* Exercise directions *
Return the data given below exactly as it appears.

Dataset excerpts
------------------------------------------------------------------------

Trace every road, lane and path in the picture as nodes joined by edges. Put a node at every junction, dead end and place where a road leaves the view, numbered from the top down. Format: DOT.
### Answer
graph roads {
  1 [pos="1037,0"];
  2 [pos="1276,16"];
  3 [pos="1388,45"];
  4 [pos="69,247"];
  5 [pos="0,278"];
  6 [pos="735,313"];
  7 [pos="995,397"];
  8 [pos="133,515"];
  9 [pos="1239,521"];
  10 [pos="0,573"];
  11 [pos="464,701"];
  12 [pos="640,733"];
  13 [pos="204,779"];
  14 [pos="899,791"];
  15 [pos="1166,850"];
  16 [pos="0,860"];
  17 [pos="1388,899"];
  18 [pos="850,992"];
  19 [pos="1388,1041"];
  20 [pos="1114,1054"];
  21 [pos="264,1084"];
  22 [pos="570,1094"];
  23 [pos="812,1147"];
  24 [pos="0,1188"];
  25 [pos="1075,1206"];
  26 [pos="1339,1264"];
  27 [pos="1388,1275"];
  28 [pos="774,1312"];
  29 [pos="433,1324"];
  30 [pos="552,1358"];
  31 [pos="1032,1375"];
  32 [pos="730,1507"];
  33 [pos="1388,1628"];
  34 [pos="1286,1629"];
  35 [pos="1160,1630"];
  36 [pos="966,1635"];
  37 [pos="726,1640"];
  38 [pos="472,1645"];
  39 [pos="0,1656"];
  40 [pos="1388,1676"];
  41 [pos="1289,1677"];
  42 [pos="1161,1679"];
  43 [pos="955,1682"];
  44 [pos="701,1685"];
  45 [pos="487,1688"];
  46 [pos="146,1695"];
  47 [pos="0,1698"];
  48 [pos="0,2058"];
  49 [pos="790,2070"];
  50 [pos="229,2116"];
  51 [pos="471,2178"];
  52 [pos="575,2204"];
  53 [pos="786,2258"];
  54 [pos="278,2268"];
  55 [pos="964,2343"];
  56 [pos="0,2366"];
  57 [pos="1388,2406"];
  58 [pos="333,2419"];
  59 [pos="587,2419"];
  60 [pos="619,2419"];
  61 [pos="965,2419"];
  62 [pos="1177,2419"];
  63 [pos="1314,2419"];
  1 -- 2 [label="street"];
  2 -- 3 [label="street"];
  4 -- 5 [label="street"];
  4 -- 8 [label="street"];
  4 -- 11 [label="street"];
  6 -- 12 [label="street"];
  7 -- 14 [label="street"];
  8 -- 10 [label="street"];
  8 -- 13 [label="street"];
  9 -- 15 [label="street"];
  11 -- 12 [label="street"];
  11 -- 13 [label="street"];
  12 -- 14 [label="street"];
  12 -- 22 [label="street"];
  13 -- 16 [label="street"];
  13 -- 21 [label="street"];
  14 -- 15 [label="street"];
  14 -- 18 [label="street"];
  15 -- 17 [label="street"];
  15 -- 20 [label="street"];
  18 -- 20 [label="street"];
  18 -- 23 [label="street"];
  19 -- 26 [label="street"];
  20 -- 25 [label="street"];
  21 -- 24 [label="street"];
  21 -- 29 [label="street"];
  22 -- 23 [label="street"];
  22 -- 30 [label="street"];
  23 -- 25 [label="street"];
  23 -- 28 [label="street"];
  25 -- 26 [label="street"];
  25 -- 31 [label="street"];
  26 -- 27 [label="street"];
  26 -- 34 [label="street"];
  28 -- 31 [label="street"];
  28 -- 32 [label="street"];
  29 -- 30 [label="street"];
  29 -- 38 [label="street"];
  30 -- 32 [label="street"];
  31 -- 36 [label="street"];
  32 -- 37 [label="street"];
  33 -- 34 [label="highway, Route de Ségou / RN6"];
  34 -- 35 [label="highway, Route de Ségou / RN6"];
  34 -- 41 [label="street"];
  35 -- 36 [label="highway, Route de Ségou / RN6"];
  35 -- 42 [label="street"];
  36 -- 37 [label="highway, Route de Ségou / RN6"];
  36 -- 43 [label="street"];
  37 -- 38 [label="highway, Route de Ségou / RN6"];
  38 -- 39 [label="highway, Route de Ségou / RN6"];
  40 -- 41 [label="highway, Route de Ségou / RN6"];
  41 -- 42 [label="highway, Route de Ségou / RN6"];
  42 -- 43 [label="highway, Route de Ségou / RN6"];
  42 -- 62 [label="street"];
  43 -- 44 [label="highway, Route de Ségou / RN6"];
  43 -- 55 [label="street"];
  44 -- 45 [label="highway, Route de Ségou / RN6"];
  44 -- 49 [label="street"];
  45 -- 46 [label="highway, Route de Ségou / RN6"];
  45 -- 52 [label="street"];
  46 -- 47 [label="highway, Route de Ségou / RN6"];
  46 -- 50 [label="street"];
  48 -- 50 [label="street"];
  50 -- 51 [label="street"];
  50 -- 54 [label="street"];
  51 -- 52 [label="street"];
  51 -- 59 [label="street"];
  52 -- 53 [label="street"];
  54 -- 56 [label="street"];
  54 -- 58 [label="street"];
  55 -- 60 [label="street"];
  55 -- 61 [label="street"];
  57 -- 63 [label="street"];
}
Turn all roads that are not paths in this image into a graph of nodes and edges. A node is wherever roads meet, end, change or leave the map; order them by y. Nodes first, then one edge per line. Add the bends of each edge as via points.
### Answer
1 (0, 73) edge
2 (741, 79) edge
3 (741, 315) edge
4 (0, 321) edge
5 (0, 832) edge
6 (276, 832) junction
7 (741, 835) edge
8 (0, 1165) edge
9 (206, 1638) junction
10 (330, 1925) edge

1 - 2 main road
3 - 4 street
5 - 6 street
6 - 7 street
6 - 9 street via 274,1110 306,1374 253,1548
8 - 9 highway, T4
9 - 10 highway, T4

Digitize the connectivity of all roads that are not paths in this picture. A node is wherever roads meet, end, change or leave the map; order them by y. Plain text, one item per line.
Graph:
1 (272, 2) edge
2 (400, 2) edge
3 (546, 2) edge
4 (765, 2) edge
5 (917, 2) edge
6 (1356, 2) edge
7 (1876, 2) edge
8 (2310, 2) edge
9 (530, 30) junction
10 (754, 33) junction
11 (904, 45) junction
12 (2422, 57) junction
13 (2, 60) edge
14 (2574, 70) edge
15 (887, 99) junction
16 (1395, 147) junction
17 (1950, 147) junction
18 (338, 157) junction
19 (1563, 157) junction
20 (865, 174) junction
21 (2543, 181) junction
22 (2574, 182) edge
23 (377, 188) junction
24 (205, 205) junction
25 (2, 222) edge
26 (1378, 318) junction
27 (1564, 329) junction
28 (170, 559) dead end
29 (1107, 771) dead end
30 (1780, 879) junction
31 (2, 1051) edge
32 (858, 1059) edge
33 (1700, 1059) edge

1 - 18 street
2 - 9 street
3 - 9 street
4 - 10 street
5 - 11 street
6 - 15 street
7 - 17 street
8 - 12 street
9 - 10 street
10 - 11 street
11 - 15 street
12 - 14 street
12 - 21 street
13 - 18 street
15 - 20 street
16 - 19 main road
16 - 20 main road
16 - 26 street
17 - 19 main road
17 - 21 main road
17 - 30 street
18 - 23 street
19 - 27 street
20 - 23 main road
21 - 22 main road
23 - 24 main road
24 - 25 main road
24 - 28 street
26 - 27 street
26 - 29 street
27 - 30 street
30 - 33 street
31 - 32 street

------------------------------------------------------------------------

* Written response *
Trace every road, lane and path in the picture as nodes joined by edges. Put a node at every junction, dead end and place where a road leaves the view, numbered from the top down. Format: DOT.
### Answer
graph roads {
  1 [pos="1037,0"];
  2 [pos="1276,16"];
  3 [pos="1388,45"];
  4 [pos="69,247"];
  5 [pos="0,278"];
  6 [pos="735,313"];
  7 [pos="995,397"];
  8 [pos="133,515"];
  9 [pos="1239,521"];
  10 [pos="0,573"];
  11 [pos="464,701"];
  12 [pos="640,733"];
  13 [pos="204,779"];
  14 [pos="899,791"];
  15 [pos="1166,850"];
  16 [pos="0,860"];
  17 [pos="1388,899"];
  18 [pos="850,992"];
  19 [pos="1388,1041"];
  20 [pos="1114,1054"];
  21 [pos="264,1084"];
  22 [pos="570,1094"];
  23 [pos="812,1147"];
  24 [pos="0,1188"];
  25 [pos="1075,1206"];
  26 [pos="1339,1264"];
  27 [pos="1388,1275"];
  28 [pos="774,1312"];
  29 [pos="433,1324"];
  30 [pos="552,1358"];
  31 [pos="1032,1375"];
  32 [pos="730,1507"];
  33 [pos="1388,1628"];
  34 [pos="1286,1629"];
  35 [pos="1160,1630"];
  36 [pos="966,1635"];
  37 [pos="726,1640"];
  38 [pos="472,1645"];
  39 [pos="0,1656"];
  40 [pos="1388,1676"];
  41 [pos="1289,1677"];
  42 [pos="1161,1679"];
  43 [pos="955,1682"];
  44 [pos="701,1685"];
  45 [pos="487,1688"];
  46 [pos="146,1695"];
  47 [pos="0,1698"];
  48 [pos="0,2058"];
  49 [pos="790,2070"];
  50 [pos="229,2116"];
  51 [pos="471,2178"];
  52 [pos="575,2204"];
  53 [pos="786,2258"];
  54 [pos="278,2268"];
  55 [pos="964,2343"];
  56 [pos="0,2366"];
  57 [pos="1388,2406"];
  58 [pos="333,2419"];
  59 [pos="587,2419"];
  60 [pos="619,2419"];
  61 [pos="965,2419"];
  62 [pos="1177,2419"];
  63 [pos="1314,2419"];
  1 -- 2 [label="street"];
  2 -- 3 [label="street"];
  4 -- 5 [label="street"];
  4 -- 8 [label="street"];
  4 -- 11 [label="street"];
  6 -- 12 [label="street"];
  7 -- 14 [label="street"];
  8 -- 10 [label="street"];
  8 -- 13 [label="street"];
  9 -- 15 [label="street"];
  11 -- 12 [label="street"];
  11 -- 13 [label="street"];
  12 -- 14 [label="street"];
  12 -- 22 [label="street"];
  13 -- 16 [label="street"];
  13 -- 21 [label="street"];
  14 -- 15 [label="street"];
  14 -- 18 [label="street"];
  15 -- 17 [label="street"];
  15 -- 20 [label="street"];
  18 -- 20 [label="street"];
  18 -- 23 [label="street"];
  19 -- 26 [label="street"];
  20 -- 25 [label="street"];
  21 -- 24 [label="street"];
  21 -- 29 [label="street"];
  22 -- 23 [label="street"];
  22 -- 30 [label="street"];
  23 -- 25 [label="street"];
  23 -- 28 [label="street"];
  25 -- 26 [label="street"];
  25 -- 31 [label="street"];
  26 -- 27 [label="street"];
  26 -- 34 [label="street"];
  28 -- 31 [label="street"];
  28 -- 32 [label="street"];
  29 -- 30 [label="street"];
  29 -- 38 [label="street"];
  30 -- 32 [label="street"];
  31 -- 36 [label="street"];
  32 -- 37 [label="street"];
  33 -- 34 [label="highway, Route de Ségou / RN6"];
  34 -- 35 [label="highway, Route de Ségou / RN6"];
  34 -- 41 [label="street"];
  35 -- 36 [label="highway, Route de Ségou / RN6"];
  35 -- 42 [label="street"];
  36 -- 37 [label="highway, Route de Ségou / RN6"];
  36 -- 43 [label="street"];
  37 -- 38 [label="highway, Route de Ségou / RN6"];
  38 -- 39 [label="highway, Route de Ségou / RN6"];
  40 -- 41 [label="highway, Route de Ségou / RN6"];
  41 -- 42 [label="highway, Route de Ségou / RN6"];
  42 -- 43 [label="highway, Route de Ségou / RN6"];
  42 -- 62 [label="street"];
  43 -- 44 [label="highway, Route de Ségou / RN6"];
  43 -- 55 [label="street"];
  44 -- 45 [label="highway, Route de Ségou / RN6"];
  44 -- 49 [label="street"];
  45 -- 46 [label="highway, Route de Ségou / RN6"];
  45 -- 52 [label="street"];
  46 -- 47 [label="highway, Route de Ségou / RN6"];
  46 -- 50 [label="street"];
  48 -- 50 [label="street"];
  50 -- 51 [label="street"];
  50 -- 54 [label="street"];
  51 -- 52 [label="street"];
  51 -- 59 [label="street"];
  52 -- 53 [label="street"];
  54 -- 56 [label="street"];
  54 -- 58 [label="street"];
  55 -- 60 [label="street"];
  55 -- 61 [label="street"];
  57 -- 63 [label="street"];
}
Turn all roads that are not paths in this image into a graph of nodes and edges. A node is wherever roads meet, end, change or leave the map; order them by y. Nodes first, then one edge per line. Add the bends of each edge as via points.
### Answer
1 (0, 73) edge
2 (741, 79) edge
3 (741, 315) edge
4 (0, 321) edge
5 (0, 832) edge
6 (276, 832) junction
7 (741, 835) edge
8 (0, 1165) edge
9 (206, 1638) junction
10 (330, 1925) edge

1 - 2 main road
3 - 4 street
5 - 6 street
6 - 7 street
6 - 9 street via 274,1110 306,1374 253,1548
8 - 9 highway, T4
9 - 10 highway, T4

Digitize the connectivity of all roads that are not paths in this picture. A node is wherever roads meet, end, change or leave the map; order them by y. Plain text, one item per line.
Graph:
1 (272, 2) edge
2 (400, 2) edge
3 (546, 2) edge
4 (765, 2) edge
5 (917, 2) edge
6 (1356, 2) edge
7 (1876, 2) edge
8 (2310, 2) edge
9 (530, 30) junction
10 (754, 33) junction
11 (904, 45) junction
12 (2422, 57) junction
13 (2, 60) edge
14 (2574, 70) edge
15 (887, 99) junction
16 (1395, 147) junction
17 (1950, 147) junction
18 (338, 157) junction
19 (1563, 157) junction
20 (865, 174) junction
21 (2543, 181) junction
22 (2574, 182) edge
23 (377, 188) junction
24 (205, 205) junction
25 (2, 222) edge
26 (1378, 318) junction
27 (1564, 329) junction
28 (170, 559) dead end
29 (1107, 771) dead end
30 (1780, 879) junction
31 (2, 1051) edge
32 (858, 1059) edge
33 (1700, 1059) edge

1 - 18 street
2 - 9 street
3 - 9 street
4 - 10 street
5 - 11 street
6 - 15 street
7 - 17 street
8 - 12 street
9 - 10 street
10 - 11 street
11 - 15 street
12 - 14 street
12 - 21 street
13 - 18 street
15 - 20 street
16 - 19 main road
16 - 20 main road
16 - 26 street
17 - 19 main road
17 - 21 main road
17 - 30 street
18 - 23 street
19 - 27 street
20 - 23 main road
21 - 22 main road
23 - 24 main road
24 - 25 main road
24 - 28 street
26 - 27 street
26 - 29 street
27 - 30 street
30 - 33 street
31 - 32 street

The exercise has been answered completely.